Stored records
◇ ◇ ◇ ◇ ◇

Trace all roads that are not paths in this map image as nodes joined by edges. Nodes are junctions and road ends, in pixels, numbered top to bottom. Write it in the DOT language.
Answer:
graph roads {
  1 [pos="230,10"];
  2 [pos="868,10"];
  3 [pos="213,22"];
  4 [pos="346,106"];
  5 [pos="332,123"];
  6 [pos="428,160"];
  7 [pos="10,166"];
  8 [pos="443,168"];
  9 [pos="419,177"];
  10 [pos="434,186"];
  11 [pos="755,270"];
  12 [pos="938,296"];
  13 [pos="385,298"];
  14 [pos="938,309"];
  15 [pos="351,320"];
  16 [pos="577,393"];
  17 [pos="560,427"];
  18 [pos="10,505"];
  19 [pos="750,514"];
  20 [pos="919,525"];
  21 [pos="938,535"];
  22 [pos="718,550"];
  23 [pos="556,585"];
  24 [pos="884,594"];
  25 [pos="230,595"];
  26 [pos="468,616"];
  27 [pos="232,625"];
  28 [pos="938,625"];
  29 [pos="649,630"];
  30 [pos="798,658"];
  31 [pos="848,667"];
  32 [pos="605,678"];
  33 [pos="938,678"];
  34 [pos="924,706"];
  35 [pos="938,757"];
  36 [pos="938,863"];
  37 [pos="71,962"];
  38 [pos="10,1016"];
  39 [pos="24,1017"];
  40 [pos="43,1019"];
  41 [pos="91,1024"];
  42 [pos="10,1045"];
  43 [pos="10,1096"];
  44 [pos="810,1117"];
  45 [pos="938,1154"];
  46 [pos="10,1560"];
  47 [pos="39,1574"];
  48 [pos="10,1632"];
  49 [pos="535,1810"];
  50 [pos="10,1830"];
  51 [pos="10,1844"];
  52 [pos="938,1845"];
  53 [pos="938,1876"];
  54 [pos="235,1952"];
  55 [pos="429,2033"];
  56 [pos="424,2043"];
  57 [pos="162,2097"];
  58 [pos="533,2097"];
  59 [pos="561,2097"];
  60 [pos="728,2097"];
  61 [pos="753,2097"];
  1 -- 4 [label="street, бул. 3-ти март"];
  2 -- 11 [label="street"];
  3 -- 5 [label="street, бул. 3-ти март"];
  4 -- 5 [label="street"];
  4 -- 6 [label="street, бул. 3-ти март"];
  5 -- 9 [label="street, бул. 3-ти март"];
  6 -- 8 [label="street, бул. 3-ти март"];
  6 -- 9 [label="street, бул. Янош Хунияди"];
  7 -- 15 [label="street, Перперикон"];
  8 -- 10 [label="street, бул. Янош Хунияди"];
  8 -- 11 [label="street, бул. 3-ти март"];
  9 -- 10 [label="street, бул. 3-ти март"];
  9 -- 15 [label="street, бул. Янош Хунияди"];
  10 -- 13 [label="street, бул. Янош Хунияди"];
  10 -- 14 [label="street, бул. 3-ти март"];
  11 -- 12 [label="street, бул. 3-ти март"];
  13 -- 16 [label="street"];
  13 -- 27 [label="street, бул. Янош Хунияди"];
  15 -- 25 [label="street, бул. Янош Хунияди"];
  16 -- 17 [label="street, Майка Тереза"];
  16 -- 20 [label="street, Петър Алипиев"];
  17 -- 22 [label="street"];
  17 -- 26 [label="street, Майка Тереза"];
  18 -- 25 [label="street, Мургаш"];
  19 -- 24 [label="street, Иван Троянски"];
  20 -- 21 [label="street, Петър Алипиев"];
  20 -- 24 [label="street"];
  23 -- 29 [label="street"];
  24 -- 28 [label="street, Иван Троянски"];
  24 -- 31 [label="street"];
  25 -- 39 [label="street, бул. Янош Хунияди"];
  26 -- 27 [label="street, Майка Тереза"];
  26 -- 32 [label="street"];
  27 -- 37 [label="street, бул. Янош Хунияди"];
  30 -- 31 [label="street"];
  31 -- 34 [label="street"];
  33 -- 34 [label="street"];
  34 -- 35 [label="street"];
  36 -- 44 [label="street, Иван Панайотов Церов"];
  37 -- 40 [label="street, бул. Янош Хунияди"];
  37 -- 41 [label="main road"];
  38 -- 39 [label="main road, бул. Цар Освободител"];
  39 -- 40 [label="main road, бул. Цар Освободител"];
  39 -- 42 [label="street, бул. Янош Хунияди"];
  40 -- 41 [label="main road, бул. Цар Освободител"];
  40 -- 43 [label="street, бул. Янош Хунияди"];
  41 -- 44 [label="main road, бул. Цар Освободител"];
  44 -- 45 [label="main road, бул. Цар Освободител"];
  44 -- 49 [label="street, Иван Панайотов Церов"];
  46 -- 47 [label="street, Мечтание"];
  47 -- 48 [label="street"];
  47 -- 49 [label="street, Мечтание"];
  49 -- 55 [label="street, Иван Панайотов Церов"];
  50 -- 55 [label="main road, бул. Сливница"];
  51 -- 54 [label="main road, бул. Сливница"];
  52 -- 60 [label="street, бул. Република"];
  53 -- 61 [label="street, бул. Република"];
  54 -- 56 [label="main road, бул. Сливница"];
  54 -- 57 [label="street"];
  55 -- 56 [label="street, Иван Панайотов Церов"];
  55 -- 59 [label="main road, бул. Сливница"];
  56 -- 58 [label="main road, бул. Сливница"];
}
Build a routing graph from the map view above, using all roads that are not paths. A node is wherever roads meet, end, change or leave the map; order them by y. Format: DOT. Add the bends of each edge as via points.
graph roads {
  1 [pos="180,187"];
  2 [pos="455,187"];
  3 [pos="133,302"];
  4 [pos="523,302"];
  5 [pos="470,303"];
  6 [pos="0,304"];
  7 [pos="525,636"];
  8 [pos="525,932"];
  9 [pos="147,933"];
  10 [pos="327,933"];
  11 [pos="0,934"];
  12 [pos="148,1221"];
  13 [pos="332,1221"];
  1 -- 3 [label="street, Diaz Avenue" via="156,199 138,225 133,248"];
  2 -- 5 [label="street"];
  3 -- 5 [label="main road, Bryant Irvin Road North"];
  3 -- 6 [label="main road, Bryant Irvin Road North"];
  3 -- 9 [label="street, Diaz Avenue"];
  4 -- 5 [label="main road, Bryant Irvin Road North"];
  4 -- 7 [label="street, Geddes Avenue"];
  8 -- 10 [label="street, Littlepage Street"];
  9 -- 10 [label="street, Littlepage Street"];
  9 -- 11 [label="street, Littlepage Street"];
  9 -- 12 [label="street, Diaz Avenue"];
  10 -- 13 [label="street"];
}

◇ ◇ ◇ ◇ ◇

● **What is needed**
Match on "Bryant": copy every line in the records that has it.

● **Result of the task**
  3 -- 5 [label="main road, Bryant Irvin Road North"];
  3 -- 6 [label="main road, Bryant Irvin Road North"];
  4 -- 5 [label="main road, Bryant Irvin Road North"];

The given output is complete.